THE DATA Block Start

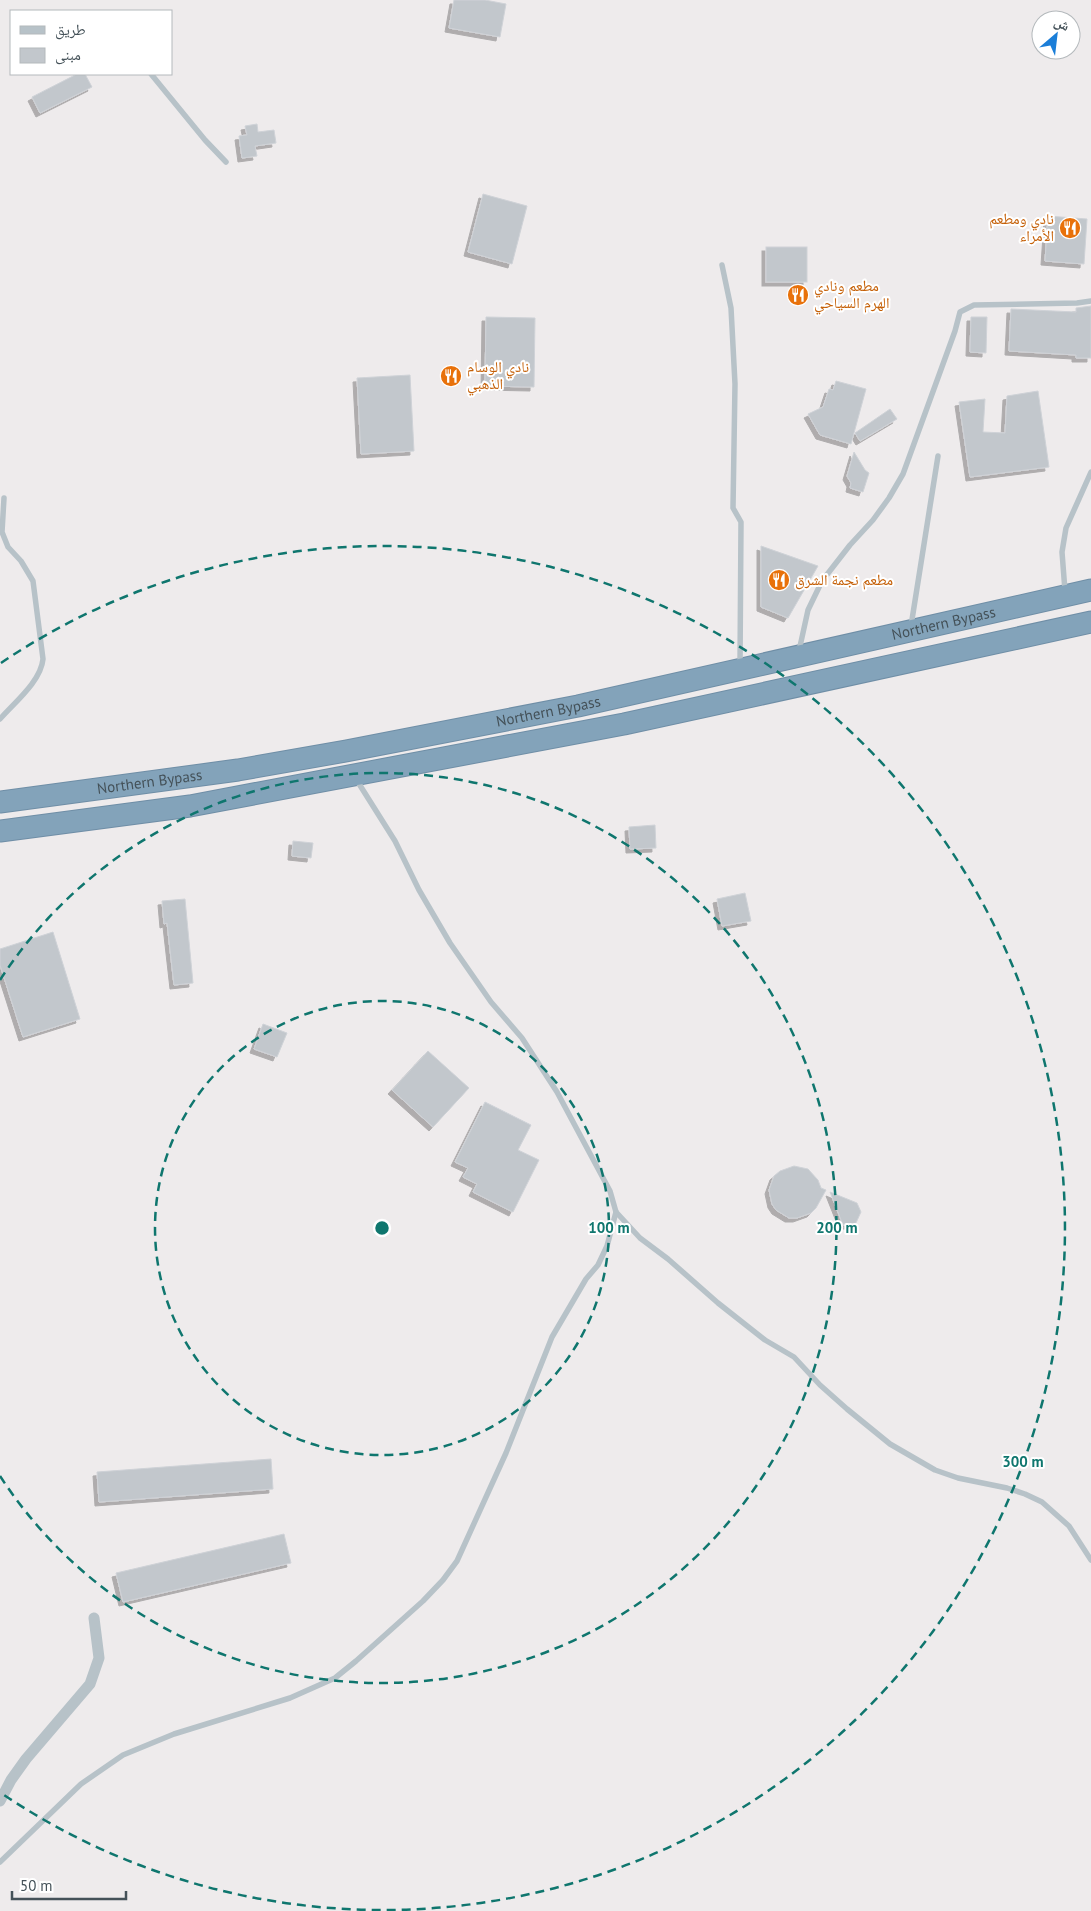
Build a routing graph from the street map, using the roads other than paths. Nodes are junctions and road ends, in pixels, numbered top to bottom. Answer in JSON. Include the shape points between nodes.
{"nodes":[{"id":1,"x":152,"y":75,"type":"edge"},
{"id":2,"x":226,"y":162,"type":"dead end"},
{"id":3,"x":722,"y":264,"type":"dead end"},
{"id":4,"x":1091,"y":301,"type":"edge"},
{"id":5,"x":938,"y":456,"type":"dead end"},
{"id":6,"x":1091,"y":472,"type":"edge"},
{"id":7,"x":4,"y":498,"type":"dead end"},
{"id":8,"x":1091,"y":590,"type":"edge"},
{"id":9,"x":1065,"y":596,"type":"junction"},
{"id":10,"x":1091,"y":622,"type":"edge"},
{"id":11,"x":910,"y":630,"type":"junction"},
{"id":12,"x":798,"y":655,"type":"junction"},
{"id":13,"x":740,"y":668,"type":"junction"},
{"id":14,"x":0,"y":719,"type":"edge"},
{"id":15,"x":353,"y":775,"type":"junction"},
{"id":16,"x":0,"y":802,"type":"edge"},
{"id":17,"x":0,"y":831,"type":"edge"},
{"id":18,"x":616,"y":1212,"type":"junction"},
{"id":19,"x":1091,"y":1560,"type":"edge"},
{"id":20,"x":94,"y":1618,"type":"dead end"},
{"id":21,"x":0,"y":1801,"type":"edge"},
{"id":22,"x":0,"y":1862,"type":"edge"}],
"edges":[{"from":1,"to":2,"type":"lane"},
{"from":3,"to":13,"type":"lane","via":[[731,308],[735,384],[733,508],[741,522]]},
{"from":4,"to":12,"type":"lane","via":[[974,305],[960,312],[903,474],[874,520],[822,581],[808,610]]},
{"from":5,"to":11,"type":"lane"},
{"from":6,"to":9,"type":"lane","via":[[1066,528],[1062,552]]},
{"from":7,"to":14,"type":"lane","via":[[2,532],[33,581],[43,659],[37,678]]},
{"from":8,"to":9,"type":"highway","name":"Northern Bypass"},
{"from":9,"to":11,"type":"highway","name":"Northern Bypass"},
{"from":10,"to":15,"type":"highway","name":"Northern Bypass","via":[[624,724]]},
{"from":11,"to":12,"type":"highway","name":"Northern Bypass"},
{"from":12,"to":13,"type":"highway","name":"Northern Bypass"},
{"from":13,"to":16,"type":"highway","name":"Northern Bypass","via":[[578,706],[317,756],[238,770]]},
{"from":15,"to":17,"type":"highway","name":"Northern Bypass","via":[[190,806]]},
{"from":15,"to":18,"type":"lane","via":[[395,841],[450,943],[490,1002],[522,1038],[557,1092],[610,1191]]},
{"from":18,"to":19,"type":"lane","via":[[640,1238],[718,1303],[765,1340],[794,1357],[846,1409],[890,1444],[935,1470],[1007,1488],[1042,1502],[1069,1526]]},
{"from":18,"to":22,"type":"lane","via":[[607,1246],[552,1337],[506,1453],[457,1560],[444,1580],[334,1678],[290,1698],[174,1734],[123,1755],[81,1784]]},
{"from":20,"to":21,"type":"street","via":[[99,1658],[90,1684],[26,1759]]}]}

THE DATA Block End

TO DO: Where the word "name" shows up in a line of the records above, count that line; then give the count by itself.

RESULT BELOW: 7